Lastly it is something known as bipolar therapy. This was published last year by the group at Hopkins, kind of a quasi-twist on intermittent therapy we’re actually give patients testosterone replacement and then treat them with chemotherapy. So this is called back therapy or bipolar androgen therapy. Essentially it’s a cruel twist on intermittent therapy but something to to keep an eye on. Dave wanted to talk about imaging. There’s really not a lot in the literature right now about imaging with intermittent hormonal therapy. This is sort of a very well cited work that the that David headed up a looking at the radar group trying to identify patients with the earliest evidence of metastatic disease. But we don’t have a lot right now for this and intermittent hormonal therapy.

So what we learned about IHT? We have level one evidence that supports oncologic equivalents. We have improved quality of life and fewer side effects and patient selection for IT is important to make sure you get the good results that you expect to get. PR7 and SWOG 9346 both showed non-inferiority. Again a lot of these were the victim of statisticians and how statistics are written. There was a very rigid mark in the SWOG trial make sure the really got a very strong signal with the statistics. And you can see here that the upper limit being above the predefined 90% upper limit of 1.2 for statistical significance. And that was not really reached, but the other benefits bone protection, protection against metabolic syndrome; decreases in treatment costs are real. And the bottom line where we today this paper was published two years ago in the Canadian Journal February 2014 it’s a nice roadmap and it gives you insight into the SWOG the PR7 and the European trial and it gives you a roadmap to decide if you want to use intermittent hormonal therapy. How she to best apply it?
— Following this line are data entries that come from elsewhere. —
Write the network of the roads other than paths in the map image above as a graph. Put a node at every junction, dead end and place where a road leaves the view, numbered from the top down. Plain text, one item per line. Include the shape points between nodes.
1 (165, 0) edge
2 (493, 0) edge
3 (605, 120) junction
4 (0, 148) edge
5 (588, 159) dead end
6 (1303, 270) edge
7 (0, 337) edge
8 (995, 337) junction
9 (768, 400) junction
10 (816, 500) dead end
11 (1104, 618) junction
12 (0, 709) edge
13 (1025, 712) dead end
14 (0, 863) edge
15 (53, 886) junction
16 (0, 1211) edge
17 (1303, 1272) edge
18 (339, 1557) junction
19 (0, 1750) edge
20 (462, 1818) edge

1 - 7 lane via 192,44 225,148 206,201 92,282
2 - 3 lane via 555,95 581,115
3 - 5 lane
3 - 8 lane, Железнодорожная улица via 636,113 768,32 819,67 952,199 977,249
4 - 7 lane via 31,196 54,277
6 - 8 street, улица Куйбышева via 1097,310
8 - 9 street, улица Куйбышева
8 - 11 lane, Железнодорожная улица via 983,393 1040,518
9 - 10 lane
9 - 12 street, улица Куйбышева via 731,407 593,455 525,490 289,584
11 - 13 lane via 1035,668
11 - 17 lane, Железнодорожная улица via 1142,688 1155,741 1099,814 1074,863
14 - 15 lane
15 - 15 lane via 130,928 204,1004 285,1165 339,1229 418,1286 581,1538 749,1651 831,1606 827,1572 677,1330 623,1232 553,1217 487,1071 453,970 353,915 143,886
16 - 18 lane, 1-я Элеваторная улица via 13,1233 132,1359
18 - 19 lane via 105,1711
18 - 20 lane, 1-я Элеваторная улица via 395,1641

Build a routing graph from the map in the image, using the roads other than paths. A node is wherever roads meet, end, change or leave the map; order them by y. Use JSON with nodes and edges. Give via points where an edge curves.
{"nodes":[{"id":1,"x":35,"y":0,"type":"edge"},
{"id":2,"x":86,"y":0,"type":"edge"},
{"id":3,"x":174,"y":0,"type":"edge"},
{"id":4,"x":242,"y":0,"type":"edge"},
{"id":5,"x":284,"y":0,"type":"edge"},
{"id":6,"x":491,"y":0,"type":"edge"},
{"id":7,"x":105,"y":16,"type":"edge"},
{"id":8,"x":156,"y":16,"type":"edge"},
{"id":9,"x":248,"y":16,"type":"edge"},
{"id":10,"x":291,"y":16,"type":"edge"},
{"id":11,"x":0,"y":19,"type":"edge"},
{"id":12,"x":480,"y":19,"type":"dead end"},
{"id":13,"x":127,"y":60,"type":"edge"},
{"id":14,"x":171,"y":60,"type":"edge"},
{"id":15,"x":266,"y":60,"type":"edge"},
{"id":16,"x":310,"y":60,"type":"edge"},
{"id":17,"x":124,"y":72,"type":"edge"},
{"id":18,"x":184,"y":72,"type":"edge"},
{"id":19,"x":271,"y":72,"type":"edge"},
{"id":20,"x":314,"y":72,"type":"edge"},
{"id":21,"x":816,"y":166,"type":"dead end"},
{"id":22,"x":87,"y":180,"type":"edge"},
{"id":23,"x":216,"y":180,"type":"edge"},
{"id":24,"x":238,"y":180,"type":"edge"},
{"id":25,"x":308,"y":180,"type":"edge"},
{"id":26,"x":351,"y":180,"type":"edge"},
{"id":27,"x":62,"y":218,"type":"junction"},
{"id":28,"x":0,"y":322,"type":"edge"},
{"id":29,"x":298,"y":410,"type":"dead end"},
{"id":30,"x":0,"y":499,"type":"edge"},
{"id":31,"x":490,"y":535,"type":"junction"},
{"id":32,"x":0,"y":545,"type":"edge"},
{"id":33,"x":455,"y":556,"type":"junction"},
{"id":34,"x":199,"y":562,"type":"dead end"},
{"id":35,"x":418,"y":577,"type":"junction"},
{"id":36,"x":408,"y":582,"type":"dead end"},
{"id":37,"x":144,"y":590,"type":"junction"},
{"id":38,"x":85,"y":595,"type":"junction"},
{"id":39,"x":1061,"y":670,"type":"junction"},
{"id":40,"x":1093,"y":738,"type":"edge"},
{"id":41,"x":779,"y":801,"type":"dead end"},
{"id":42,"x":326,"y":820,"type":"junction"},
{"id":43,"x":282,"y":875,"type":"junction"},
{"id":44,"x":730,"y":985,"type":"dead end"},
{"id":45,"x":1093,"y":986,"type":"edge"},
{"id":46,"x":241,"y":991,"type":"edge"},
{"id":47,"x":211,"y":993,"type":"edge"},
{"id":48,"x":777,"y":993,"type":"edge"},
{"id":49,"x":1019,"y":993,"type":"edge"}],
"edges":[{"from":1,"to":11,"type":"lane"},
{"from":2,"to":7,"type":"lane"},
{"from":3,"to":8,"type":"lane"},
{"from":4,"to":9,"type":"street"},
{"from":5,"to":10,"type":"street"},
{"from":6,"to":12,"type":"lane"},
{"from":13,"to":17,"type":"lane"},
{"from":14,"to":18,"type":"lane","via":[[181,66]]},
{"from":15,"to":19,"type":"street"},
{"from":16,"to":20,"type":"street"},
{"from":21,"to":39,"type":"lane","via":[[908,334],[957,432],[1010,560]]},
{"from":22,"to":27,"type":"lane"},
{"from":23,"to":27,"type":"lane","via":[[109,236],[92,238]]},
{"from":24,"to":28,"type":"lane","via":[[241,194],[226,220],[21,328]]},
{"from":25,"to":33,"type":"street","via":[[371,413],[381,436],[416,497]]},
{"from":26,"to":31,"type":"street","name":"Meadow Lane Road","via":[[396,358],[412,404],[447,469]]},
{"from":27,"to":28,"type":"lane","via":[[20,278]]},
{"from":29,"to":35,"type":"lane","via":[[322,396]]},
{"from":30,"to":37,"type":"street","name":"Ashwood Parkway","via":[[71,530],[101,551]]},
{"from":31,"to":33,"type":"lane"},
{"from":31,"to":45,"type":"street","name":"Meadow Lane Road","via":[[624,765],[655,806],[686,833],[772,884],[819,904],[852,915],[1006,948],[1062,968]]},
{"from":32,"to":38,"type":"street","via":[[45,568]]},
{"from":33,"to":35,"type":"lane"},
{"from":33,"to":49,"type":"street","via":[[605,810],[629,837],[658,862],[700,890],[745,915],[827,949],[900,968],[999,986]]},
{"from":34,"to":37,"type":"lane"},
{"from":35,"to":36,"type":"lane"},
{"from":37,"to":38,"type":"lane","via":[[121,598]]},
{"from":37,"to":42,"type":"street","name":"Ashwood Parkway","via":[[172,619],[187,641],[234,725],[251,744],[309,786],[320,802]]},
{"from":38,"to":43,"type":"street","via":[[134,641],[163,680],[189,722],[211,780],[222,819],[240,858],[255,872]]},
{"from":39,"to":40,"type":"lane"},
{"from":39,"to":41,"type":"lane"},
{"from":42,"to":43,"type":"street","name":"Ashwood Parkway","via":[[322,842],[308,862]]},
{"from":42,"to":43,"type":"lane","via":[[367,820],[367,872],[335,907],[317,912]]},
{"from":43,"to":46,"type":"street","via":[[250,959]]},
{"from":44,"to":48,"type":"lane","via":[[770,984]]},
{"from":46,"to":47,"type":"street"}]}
And lastly we just had a major review published in 2015 that looked at over 6,800 patients all the major trials basically showed no difference in overall survival cancer specific survival or progression free survival. And this is just a forest plot you can see that individual papers may swing on either side of one, but basically when you add it all up and down line look at overall survival cancer specific survival there’s really no difference. 2012 the European Association of Urology was cool on intermittent therapy and now the EAU is very high and positive in IHT. They believe it’s not investigational anymore. If you look at ESMO there’s still a little bit mixed about the use of continuous versus intermittent. And this is the probably the biggest thing that happened the NCCN guidelines is now fully behind the use of intermittent hormonal therapy. And say that you can use it for both M1 and M0 disease stating it’s not inferior. However they noted that from the unplanned analysis of the PR7 trial that if got somebody with bad high-grade high Gleason score prostate cancer there probably better treated by continuous androgen ablation.

So the NCCN strategy for 2016, you hope to get people down the list and the PSA 0.2 if they don’t Nader out you should keep them on continuous androgen ablation. So the bottom line is the individual studies can be somewhat confusing you’ll see some that a little more positive or negative but clearly it’s an option after radiation failure and selected M1 patients. The use in M0’s a little bit less clear in a little bit more controversial we have absolutely no data what this means now in terms of the Charted and STAMPEDE trials and that something we’re going to have to look at. But there’s no question that there’s no difference in the overall survival and the quality of life in general’s improved in the in most of these.